- Opening Delimiter -

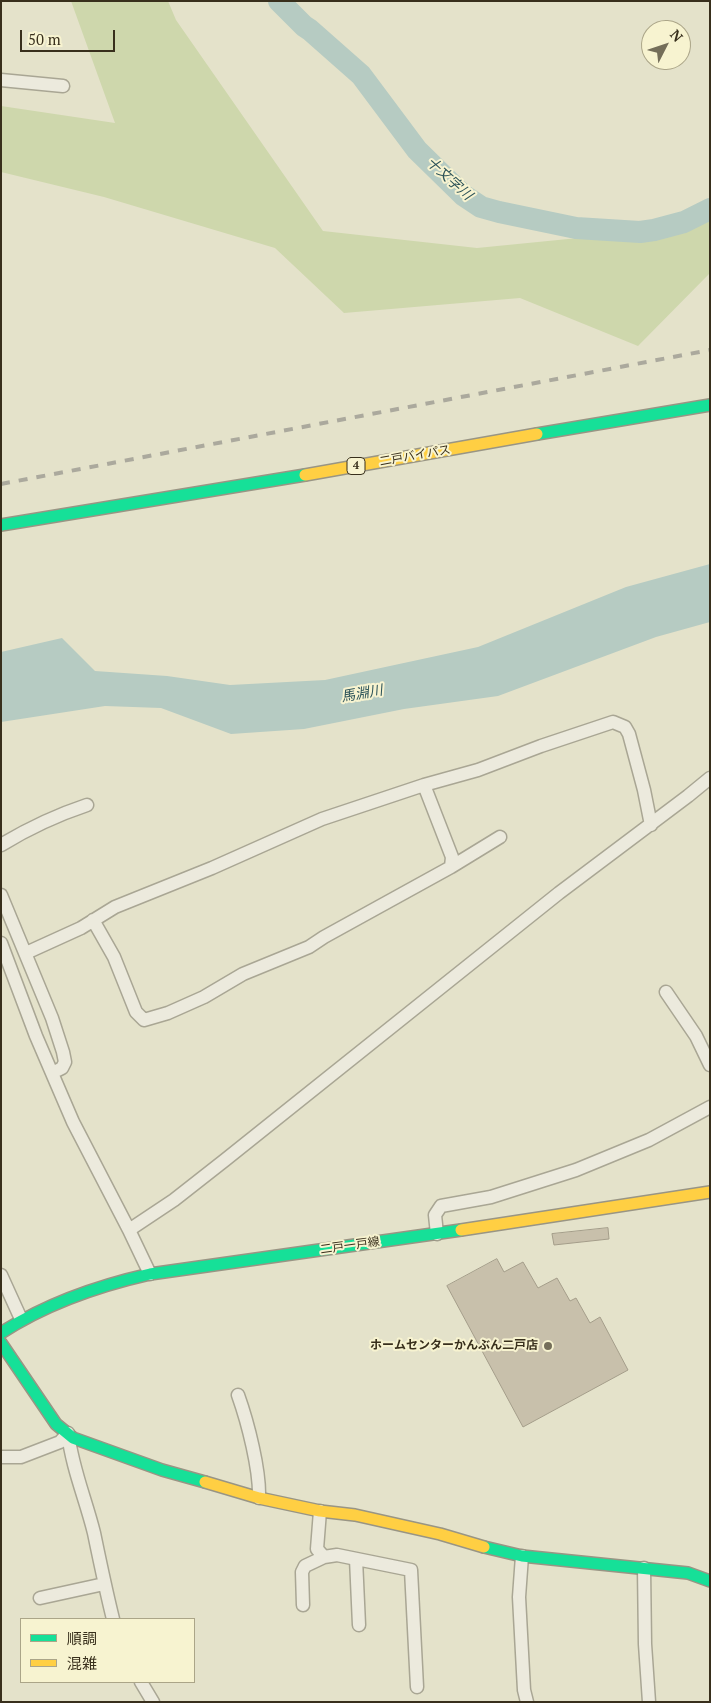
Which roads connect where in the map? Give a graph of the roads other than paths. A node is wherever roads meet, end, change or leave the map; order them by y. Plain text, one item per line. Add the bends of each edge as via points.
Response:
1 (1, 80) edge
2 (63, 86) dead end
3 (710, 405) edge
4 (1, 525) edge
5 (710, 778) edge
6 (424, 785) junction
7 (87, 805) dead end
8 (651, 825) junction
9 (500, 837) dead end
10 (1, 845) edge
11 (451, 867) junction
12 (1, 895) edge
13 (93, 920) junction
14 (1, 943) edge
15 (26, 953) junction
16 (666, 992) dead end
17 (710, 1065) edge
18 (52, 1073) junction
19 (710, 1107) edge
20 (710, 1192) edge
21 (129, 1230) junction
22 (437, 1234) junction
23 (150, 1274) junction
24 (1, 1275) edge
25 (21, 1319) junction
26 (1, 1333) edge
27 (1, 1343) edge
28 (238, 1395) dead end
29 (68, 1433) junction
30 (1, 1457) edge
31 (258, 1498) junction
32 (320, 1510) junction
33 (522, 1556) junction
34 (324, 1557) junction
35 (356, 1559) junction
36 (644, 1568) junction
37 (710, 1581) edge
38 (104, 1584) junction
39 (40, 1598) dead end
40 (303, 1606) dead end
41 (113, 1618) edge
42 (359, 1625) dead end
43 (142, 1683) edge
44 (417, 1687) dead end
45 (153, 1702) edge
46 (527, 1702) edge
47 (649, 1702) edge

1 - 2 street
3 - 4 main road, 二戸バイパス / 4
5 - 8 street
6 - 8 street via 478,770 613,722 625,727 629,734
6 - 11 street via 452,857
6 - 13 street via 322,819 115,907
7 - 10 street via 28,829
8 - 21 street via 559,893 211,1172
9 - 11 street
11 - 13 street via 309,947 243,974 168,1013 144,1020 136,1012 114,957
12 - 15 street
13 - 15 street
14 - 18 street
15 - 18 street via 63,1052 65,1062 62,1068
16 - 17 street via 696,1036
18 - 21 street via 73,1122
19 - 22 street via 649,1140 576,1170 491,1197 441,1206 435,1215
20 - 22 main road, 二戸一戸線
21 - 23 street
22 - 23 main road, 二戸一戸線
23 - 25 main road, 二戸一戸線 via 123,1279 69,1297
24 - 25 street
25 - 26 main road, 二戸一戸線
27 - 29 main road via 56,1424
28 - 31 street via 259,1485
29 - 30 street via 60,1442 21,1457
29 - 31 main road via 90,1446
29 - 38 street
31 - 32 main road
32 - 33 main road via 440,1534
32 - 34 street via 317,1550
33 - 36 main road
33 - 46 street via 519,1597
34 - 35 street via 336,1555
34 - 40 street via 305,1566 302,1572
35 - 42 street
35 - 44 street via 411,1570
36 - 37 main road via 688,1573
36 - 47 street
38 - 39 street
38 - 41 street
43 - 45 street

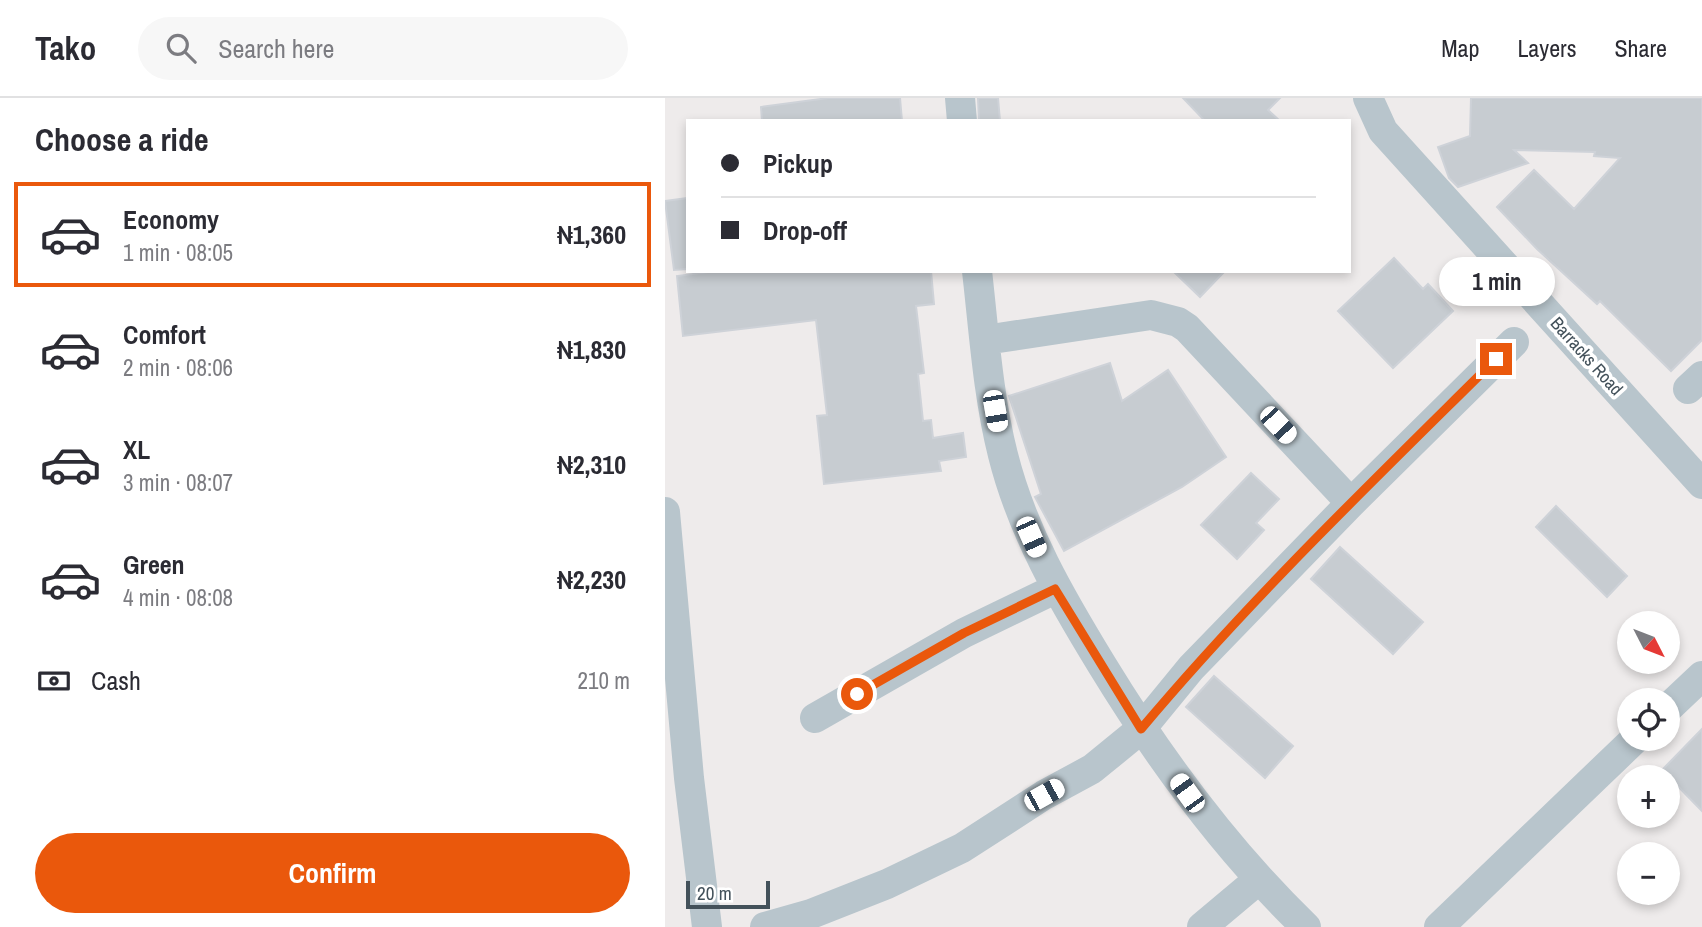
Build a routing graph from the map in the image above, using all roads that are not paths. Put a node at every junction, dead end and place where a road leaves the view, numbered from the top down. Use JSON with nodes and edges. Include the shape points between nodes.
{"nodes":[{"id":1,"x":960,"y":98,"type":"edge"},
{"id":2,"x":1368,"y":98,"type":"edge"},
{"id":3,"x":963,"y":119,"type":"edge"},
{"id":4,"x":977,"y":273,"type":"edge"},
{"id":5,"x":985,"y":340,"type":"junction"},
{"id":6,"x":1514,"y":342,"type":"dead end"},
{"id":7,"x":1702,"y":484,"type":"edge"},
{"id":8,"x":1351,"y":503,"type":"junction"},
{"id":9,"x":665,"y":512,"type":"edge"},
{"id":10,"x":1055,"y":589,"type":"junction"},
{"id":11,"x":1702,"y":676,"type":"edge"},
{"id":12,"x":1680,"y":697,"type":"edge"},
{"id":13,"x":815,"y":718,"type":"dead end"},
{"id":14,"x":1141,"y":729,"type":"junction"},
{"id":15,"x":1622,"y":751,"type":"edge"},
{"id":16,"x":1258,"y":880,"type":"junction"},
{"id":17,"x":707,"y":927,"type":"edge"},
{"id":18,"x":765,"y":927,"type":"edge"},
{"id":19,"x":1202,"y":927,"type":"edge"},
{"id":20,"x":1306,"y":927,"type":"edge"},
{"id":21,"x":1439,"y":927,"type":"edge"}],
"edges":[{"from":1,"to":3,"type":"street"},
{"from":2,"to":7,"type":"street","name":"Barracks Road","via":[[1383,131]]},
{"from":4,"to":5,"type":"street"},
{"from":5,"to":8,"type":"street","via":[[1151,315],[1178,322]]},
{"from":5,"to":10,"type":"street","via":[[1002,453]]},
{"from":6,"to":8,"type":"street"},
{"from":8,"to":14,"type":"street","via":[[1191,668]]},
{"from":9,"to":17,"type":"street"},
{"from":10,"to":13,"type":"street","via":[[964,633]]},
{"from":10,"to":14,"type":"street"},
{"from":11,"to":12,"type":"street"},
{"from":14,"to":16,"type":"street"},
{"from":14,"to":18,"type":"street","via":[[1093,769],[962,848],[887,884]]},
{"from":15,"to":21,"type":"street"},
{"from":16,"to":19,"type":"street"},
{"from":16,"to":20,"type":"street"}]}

- Closing Delimiter -

WORK TO COMPLETE:
Wherever a picture appears in the records, omit it, and transcribe everything else exactly.

THE ANSWER:
Which roads connect where in the map? Give a graph of the roads other than paths. A node is wherever roads meet, end, change or leave the map; order them by y. Plain text, one item per line. Add the bends of each edge as via points.
Response:
1 (1, 80) edge
2 (63, 86) dead end
3 (710, 405) edge
4 (1, 525) edge
5 (710, 778) edge
6 (424, 785) junction
7 (87, 805) dead end
8 (651, 825) junction
9 (500, 837) dead end
10 (1, 845) edge
11 (451, 867) junction
12 (1, 895) edge
13 (93, 920) junction
14 (1, 943) edge
15 (26, 953) junction
16 (666, 992) dead end
17 (710, 1065) edge
18 (52, 1073) junction
19 (710, 1107) edge
20 (710, 1192) edge
21 (129, 1230) junction
22 (437, 1234) junction
23 (150, 1274) junction
24 (1, 1275) edge
25 (21, 1319) junction
26 (1, 1333) edge
27 (1, 1343) edge
28 (238, 1395) dead end
29 (68, 1433) junction
30 (1, 1457) edge
31 (258, 1498) junction
32 (320, 1510) junction
33 (522, 1556) junction
34 (324, 1557) junction
35 (356, 1559) junction
36 (644, 1568) junction
37 (710, 1581) edge
38 (104, 1584) junction
39 (40, 1598) dead end
40 (303, 1606) dead end
41 (113, 1618) edge
42 (359, 1625) dead end
43 (142, 1683) edge
44 (417, 1687) dead end
45 (153, 1702) edge
46 (527, 1702) edge
47 (649, 1702) edge

1 - 2 street
3 - 4 main road, 二戸バイパス / 4
5 - 8 street
6 - 8 street via 478,770 613,722 625,727 629,734
6 - 11 street via 452,857
6 - 13 street via 322,819 115,907
7 - 10 street via 28,829
8 - 21 street via 559,893 211,1172
9 - 11 street
11 - 13 street via 309,947 243,974 168,1013 144,1020 136,1012 114,957
12 - 15 street
13 - 15 street
14 - 18 street
15 - 18 street via 63,1052 65,1062 62,1068
16 - 17 street via 696,1036
18 - 21 street via 73,1122
19 - 22 street via 649,1140 576,1170 491,1197 441,1206 435,1215
20 - 22 main road, 二戸一戸線
21 - 23 street
22 - 23 main road, 二戸一戸線
23 - 25 main road, 二戸一戸線 via 123,1279 69,1297
24 - 25 street
25 - 26 main road, 二戸一戸線
27 - 29 main road via 56,1424
28 - 31 street via 259,1485
29 - 30 street via 60,1442 21,1457
29 - 31 main road via 90,1446
29 - 38 street
31 - 32 main road
32 - 33 main road via 440,1534
32 - 34 street via 317,1550
33 - 36 main road
33 - 46 street via 519,1597
34 - 35 street via 336,1555
34 - 40 street via 305,1566 302,1572
35 - 42 street
35 - 44 street via 411,1570
36 - 37 main road via 688,1573
36 - 47 street
38 - 39 street
38 - 41 street
43 - 45 street

Build a routing graph from the map in the image above, using all roads that are not paths. Put a node at every junction, dead end and place where a road leaves the view, numbered from the top down. Use JSON with nodes and edges. Include the shape points between nodes.
{"nodes":[{"id":1,"x":960,"y":98,"type":"edge"},
{"id":2,"x":1368,"y":98,"type":"edge"},
{"id":3,"x":963,"y":119,"type":"edge"},
{"id":4,"x":977,"y":273,"type":"edge"},
{"id":5,"x":985,"y":340,"type":"junction"},
{"id":6,"x":1514,"y":342,"type":"dead end"},
{"id":7,"x":1702,"y":484,"type":"edge"},
{"id":8,"x":1351,"y":503,"type":"junction"},
{"id":9,"x":665,"y":512,"type":"edge"},
{"id":10,"x":1055,"y":589,"type":"junction"},
{"id":11,"x":1702,"y":676,"type":"edge"},
{"id":12,"x":1680,"y":697,"type":"edge"},
{"id":13,"x":815,"y":718,"type":"dead end"},
{"id":14,"x":1141,"y":729,"type":"junction"},
{"id":15,"x":1622,"y":751,"type":"edge"},
{"id":16,"x":1258,"y":880,"type":"junction"},
{"id":17,"x":707,"y":927,"type":"edge"},
{"id":18,"x":765,"y":927,"type":"edge"},
{"id":19,"x":1202,"y":927,"type":"edge"},
{"id":20,"x":1306,"y":927,"type":"edge"},
{"id":21,"x":1439,"y":927,"type":"edge"}],
"edges":[{"from":1,"to":3,"type":"street"},
{"from":2,"to":7,"type":"street","name":"Barracks Road","via":[[1383,131]]},
{"from":4,"to":5,"type":"street"},
{"from":5,"to":8,"type":"street","via":[[1151,315],[1178,322]]},
{"from":5,"to":10,"type":"street","via":[[1002,453]]},
{"from":6,"to":8,"type":"street"},
{"from":8,"to":14,"type":"street","via":[[1191,668]]},
{"from":9,"to":17,"type":"street"},
{"from":10,"to":13,"type":"street","via":[[964,633]]},
{"from":10,"to":14,"type":"street"},
{"from":11,"to":12,"type":"street"},
{"from":14,"to":16,"type":"street"},
{"from":14,"to":18,"type":"street","via":[[1093,769],[962,848],[887,884]]},
{"from":15,"to":21,"type":"street"},
{"from":16,"to":19,"type":"street"},
{"from":16,"to":20,"type":"street"}]}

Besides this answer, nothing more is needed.